I am new to utilizing Nami tools and sharing my personal experiences. I just testing the waters here and I am intrigued by the poasts. I think relationships is a very tough area for Bipolar people because it is very heartbreaking to find out the person you love never has been for you. Dealing with the pressures of this reality, coping with the hurt of betrayal, and the deception of professionals is upsetting to anyone. But being bipolar makes it hard to not take this to an emotional extreme. Sometimes your loved ones feel like you are emotionally draining them. When you're rightfully upset so use positive optimistic channels as an outlet... I am following the professional advice of respected official to participate in Nami associations.
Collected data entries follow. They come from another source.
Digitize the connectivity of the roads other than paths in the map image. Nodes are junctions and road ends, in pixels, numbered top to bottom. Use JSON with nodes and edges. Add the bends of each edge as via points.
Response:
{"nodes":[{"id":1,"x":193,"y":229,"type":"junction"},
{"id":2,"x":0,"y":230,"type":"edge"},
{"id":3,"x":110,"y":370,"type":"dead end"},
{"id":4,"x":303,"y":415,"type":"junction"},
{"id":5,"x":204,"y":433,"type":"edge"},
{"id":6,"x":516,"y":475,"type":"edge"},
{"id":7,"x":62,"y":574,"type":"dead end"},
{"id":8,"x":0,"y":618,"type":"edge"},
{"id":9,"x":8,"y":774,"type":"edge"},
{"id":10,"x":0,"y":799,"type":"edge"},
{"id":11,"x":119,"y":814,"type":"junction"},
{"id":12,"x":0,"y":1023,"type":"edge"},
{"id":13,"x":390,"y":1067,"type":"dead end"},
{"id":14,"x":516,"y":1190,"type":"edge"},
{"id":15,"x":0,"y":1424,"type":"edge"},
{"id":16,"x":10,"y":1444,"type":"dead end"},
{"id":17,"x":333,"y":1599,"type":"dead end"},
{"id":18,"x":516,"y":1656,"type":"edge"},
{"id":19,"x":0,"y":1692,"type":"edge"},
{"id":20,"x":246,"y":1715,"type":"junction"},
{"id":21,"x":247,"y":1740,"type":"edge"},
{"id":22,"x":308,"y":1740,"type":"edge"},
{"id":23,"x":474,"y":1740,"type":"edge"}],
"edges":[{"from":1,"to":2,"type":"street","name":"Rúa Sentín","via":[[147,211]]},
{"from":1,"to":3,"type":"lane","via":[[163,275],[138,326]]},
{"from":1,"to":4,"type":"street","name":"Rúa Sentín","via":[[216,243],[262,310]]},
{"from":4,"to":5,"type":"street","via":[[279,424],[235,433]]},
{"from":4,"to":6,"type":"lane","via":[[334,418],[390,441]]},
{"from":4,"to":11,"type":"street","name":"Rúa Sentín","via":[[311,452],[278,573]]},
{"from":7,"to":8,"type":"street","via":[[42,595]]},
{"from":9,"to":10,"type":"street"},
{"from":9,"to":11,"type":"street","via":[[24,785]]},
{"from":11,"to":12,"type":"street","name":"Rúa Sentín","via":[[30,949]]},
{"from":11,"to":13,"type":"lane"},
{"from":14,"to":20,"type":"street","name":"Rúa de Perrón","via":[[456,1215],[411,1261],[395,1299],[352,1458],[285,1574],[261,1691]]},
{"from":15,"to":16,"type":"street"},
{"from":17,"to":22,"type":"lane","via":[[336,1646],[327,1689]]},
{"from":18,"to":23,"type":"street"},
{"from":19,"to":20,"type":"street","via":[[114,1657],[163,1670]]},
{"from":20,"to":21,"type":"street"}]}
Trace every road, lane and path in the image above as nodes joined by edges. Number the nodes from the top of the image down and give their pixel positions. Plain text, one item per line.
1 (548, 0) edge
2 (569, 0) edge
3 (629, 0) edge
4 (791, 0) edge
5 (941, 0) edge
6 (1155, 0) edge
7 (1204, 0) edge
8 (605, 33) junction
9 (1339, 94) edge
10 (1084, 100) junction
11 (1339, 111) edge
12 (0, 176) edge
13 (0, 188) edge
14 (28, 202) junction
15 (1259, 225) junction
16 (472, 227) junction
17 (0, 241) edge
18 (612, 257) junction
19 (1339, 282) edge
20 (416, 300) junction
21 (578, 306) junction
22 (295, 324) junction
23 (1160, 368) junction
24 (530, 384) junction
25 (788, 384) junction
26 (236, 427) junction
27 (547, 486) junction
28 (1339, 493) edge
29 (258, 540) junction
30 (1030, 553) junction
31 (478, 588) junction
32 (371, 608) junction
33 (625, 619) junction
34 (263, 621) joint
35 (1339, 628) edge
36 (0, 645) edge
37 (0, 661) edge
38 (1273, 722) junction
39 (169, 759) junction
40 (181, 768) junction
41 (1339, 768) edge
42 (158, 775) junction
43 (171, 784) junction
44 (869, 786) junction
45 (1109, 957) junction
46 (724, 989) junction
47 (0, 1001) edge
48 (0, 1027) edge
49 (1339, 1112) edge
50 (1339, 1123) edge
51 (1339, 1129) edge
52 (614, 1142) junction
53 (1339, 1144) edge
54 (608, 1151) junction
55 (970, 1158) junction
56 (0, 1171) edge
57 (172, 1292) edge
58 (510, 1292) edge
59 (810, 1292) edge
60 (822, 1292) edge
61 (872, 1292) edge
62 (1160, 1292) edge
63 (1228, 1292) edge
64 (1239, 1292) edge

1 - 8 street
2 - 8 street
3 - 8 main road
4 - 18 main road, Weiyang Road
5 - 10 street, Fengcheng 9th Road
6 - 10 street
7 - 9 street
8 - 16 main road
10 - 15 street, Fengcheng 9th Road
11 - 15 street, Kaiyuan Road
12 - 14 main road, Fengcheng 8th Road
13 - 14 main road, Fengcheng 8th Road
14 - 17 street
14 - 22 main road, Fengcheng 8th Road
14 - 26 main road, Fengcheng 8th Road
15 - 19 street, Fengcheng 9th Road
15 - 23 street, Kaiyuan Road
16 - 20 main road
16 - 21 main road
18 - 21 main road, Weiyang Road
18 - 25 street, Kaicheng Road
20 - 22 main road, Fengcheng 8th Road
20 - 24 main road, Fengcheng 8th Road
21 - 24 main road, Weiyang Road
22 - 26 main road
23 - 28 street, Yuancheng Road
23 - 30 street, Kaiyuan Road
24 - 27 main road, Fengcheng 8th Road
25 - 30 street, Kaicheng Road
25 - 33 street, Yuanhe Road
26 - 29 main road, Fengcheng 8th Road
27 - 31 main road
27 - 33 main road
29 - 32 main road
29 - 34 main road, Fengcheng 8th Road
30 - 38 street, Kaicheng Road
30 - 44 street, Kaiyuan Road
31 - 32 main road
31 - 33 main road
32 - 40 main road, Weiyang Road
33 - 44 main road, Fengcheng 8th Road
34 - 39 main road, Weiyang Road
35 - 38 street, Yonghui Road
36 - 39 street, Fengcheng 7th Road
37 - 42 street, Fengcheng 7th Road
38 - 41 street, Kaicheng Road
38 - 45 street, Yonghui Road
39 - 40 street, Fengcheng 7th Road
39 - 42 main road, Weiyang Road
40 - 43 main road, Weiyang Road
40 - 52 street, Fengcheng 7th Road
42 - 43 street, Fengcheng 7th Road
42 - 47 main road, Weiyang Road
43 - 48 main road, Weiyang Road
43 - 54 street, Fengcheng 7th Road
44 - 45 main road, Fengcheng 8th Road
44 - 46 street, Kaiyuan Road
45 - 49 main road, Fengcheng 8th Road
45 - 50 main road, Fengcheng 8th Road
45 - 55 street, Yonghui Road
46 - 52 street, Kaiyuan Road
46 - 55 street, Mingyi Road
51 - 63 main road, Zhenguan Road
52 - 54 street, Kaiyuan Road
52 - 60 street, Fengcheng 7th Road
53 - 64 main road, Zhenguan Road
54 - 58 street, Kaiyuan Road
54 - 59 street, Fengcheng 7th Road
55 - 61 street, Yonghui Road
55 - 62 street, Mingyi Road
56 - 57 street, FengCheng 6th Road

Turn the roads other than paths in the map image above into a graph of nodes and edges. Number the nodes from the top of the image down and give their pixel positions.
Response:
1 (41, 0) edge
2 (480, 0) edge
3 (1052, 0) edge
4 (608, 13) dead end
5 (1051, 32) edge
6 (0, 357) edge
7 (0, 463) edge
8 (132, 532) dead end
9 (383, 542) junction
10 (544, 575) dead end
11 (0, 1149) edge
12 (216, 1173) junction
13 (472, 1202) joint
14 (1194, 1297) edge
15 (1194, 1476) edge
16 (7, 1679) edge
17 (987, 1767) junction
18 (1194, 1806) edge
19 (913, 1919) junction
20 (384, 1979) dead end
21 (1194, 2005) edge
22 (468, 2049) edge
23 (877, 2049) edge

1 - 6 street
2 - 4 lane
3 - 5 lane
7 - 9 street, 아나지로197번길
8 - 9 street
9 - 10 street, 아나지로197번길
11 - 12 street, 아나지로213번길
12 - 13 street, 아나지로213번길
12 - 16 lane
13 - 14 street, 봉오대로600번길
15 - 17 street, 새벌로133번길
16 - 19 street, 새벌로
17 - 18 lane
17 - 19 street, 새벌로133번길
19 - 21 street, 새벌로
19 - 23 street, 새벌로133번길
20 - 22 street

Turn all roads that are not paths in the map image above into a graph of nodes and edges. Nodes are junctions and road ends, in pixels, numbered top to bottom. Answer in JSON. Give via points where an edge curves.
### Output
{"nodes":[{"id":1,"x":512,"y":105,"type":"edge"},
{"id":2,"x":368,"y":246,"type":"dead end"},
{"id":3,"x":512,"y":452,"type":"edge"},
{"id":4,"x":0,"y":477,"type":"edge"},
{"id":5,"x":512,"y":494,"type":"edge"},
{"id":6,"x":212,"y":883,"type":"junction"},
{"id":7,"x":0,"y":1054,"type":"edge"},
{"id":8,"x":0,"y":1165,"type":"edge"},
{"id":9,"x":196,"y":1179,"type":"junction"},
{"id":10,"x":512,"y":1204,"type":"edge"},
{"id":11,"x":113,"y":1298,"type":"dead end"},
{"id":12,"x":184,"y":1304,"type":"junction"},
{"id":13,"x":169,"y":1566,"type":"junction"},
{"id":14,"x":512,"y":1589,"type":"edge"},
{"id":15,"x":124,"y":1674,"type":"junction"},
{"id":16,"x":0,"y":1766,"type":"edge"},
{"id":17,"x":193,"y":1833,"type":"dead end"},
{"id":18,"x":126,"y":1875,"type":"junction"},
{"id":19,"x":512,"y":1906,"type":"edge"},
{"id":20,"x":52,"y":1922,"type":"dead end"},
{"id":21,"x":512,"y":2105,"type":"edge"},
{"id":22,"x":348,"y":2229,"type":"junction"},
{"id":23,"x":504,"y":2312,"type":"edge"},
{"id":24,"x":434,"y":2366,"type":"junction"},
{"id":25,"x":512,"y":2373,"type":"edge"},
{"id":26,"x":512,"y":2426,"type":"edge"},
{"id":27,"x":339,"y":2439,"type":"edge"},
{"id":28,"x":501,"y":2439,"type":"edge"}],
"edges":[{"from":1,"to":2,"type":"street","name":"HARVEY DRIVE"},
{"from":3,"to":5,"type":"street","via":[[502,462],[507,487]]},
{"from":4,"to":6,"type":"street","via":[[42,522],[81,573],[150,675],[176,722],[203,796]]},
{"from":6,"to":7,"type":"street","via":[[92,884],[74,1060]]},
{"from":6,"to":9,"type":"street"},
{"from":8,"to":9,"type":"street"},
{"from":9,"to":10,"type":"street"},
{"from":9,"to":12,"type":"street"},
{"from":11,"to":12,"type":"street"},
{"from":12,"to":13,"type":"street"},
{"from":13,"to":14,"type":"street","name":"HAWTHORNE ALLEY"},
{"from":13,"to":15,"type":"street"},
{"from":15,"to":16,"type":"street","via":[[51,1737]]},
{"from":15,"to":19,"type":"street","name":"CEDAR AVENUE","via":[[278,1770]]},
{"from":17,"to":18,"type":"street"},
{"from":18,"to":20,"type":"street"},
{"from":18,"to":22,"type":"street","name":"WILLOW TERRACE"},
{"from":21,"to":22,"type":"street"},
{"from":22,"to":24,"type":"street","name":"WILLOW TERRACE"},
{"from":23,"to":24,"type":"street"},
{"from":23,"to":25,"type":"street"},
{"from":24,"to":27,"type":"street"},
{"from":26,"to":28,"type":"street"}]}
I believe personally, you both have made a strong good step. I hope that it works out in your health, relationships, and other lawful pursuits of life and liberty.

Anonymous said...

During a depressive episode, my ex-husband told me how it was convenient that I had "chosen" to have it during summer vacation and asked me how long I "planned" for it to last. He then asked me if I'd ever have another episode. We'd been married over five years at the time. Some people never get it. Hence, one of the reasons he is an ex-husband. My boyfriend takes medication for depression and has a few other health issues, so he understood right from the beginning of our relationship.

Anonymous said...

Well, I feel for your x-husband. I have been married 40 years and, believe me when I say, there are 'still' times when I 'still' "Don't Get it". At times I still have difficulty understanding why she doesn't "just shake it off". Logic always seems to fail me. But I am still here and so is she....
OCD, PTSD, BPD
We have managed many good days, and some berry bad.

Anonymous said...

I was compassionate about my boyfriends condition. He was diagnosed schizoaffective. I tried my best in every way to support him with positivity but it didn't work. He is very abusive and it was destroying me. I finally had to get a restraining order on him because he is very unpredictable. He claims he does not have anything wrong with him and he refuses to take his medication. We live right next to each other and because I reached a limit, I had to move out of my home. He gets irrational and extremely nasty. I don't knowI was becoming a nervous wreck and there is no help. Legal agencies just tell me that they can't force him to take medication. I don't know what to do and we have a baby on the way. I'm now afraid he will hurt me or the baby...either now or later. I still love him, but I can't be with him until he finally decides to treat his condition. He's in denial for sure.

Anonymous said...

I have a one time fiance now family friend that has battled schizophrenia later redefined as schitzoaffective disorder since he was 21. We met in college when he was almost 30. At 50, he has learned that acceptance of his mental health recovery is a matter of survival but this brain disease has destroyed our solid chances of ever marrying, him finishing school and now for him to live independent in the community in the foreseeable future. With both of his parents gone, I am one of the last safe links to his medical history and my advocacy last year got him back on Cloziril. We never had a a child but your choice to move further away is, to my guess, the safest choice. Again, you are in my thoughts and remember you are not alone in this struggle.